As a first-read, I suggest Bernard Lewis’s beautiful book “From Babel to Dragoman” (2004), a collection of short pieces written over six decades. While reading it today I could not help thinking of a G.B. Shaw line, “he writes so well he makes me want to put my quill back in my goose.”

(Note: Unless explicitly stated you can assume that everything that I write has been stolen from somebody. And my citations, although rare, are frequently to the wrong person. When interrogated I intend to take the Alzheimer’s defense, incognito, ergo sum. Yes, that was stolen too.)

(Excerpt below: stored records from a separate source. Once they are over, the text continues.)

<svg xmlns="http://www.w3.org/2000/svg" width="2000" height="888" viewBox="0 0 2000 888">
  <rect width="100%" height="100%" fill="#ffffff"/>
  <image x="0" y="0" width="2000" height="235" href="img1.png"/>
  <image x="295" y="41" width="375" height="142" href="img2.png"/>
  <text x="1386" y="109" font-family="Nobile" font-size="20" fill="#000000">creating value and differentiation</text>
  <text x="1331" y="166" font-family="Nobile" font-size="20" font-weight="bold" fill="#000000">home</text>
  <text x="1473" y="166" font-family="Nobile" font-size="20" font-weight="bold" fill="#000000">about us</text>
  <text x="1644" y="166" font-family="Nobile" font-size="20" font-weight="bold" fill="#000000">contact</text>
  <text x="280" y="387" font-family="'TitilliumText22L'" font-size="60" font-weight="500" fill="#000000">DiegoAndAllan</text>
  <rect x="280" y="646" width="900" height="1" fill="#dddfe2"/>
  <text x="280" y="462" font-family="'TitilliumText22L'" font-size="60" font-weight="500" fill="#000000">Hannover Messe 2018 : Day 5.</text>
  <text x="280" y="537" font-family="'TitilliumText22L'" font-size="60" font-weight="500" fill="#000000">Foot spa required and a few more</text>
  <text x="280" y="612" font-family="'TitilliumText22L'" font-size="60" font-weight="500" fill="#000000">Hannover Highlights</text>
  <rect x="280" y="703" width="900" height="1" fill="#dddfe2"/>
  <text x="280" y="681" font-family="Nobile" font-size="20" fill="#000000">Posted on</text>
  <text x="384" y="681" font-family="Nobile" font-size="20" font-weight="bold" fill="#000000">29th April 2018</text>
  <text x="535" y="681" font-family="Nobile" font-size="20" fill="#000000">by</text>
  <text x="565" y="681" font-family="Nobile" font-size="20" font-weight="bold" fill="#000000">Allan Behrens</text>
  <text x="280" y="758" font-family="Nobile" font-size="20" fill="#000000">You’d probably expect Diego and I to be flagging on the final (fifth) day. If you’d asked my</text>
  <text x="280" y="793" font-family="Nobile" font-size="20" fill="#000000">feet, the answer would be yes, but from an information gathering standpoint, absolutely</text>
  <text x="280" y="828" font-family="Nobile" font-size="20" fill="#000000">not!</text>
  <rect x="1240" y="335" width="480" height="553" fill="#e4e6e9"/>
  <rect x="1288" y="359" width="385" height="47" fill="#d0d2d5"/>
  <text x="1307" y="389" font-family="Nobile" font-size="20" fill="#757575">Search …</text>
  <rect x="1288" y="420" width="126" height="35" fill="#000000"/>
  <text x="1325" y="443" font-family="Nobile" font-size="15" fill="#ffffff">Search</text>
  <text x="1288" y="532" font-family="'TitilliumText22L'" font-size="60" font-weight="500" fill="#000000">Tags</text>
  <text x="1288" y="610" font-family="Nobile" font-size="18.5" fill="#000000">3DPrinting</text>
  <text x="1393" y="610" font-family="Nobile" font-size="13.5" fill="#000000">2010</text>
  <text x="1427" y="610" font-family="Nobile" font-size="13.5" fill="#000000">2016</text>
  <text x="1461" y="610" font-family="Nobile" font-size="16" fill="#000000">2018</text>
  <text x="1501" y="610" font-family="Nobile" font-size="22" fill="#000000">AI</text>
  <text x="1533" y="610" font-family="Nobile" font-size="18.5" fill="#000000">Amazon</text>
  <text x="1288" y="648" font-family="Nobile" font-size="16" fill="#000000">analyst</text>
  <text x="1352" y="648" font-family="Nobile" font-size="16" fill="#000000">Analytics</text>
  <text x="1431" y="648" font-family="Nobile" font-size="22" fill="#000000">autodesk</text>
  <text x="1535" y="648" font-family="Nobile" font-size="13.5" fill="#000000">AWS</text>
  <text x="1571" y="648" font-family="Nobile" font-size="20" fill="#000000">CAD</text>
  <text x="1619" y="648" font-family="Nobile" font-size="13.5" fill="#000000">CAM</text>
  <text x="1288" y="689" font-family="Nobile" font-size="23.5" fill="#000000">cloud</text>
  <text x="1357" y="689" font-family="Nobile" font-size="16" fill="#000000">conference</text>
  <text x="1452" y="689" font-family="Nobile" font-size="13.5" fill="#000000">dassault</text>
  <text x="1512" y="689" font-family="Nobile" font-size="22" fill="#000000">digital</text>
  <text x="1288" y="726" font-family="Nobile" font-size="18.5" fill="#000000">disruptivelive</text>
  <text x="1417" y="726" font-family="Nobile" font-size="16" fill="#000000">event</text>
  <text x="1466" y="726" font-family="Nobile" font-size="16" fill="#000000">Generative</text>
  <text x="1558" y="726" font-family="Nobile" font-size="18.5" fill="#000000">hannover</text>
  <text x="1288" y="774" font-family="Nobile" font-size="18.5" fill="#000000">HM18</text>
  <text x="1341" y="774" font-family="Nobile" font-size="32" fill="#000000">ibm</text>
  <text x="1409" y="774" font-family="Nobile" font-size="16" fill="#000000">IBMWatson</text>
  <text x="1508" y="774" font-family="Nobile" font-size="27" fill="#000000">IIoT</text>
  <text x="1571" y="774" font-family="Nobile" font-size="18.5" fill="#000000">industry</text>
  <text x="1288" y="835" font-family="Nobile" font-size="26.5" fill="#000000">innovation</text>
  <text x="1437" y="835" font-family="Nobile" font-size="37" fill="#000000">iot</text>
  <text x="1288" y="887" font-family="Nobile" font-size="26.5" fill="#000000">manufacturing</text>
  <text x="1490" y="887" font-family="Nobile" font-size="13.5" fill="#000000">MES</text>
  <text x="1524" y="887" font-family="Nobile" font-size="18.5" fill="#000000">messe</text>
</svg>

You will learn a lot about the legacy of learning we inherited from the Arabs and Persians. The early Persians, for example, invented the stirrup (the one on the horse, not the one in the doctor’s office), which both revolutionized warfare and allowed them to develop the first postal system, complete with couriers and relay stations, just like our pony express. The Greeks later referred to the Persian postman’s horse as a paraveredo, which later became the German word Pferd. This created the world’s first high-speed communications network, the broadband of its day. (Note: The Chinese created a similar system in the 14th century AD, including a set of paved roadways that enabled them to send information from the capital to the south in only 5 days. This was the firt G2 broadband.)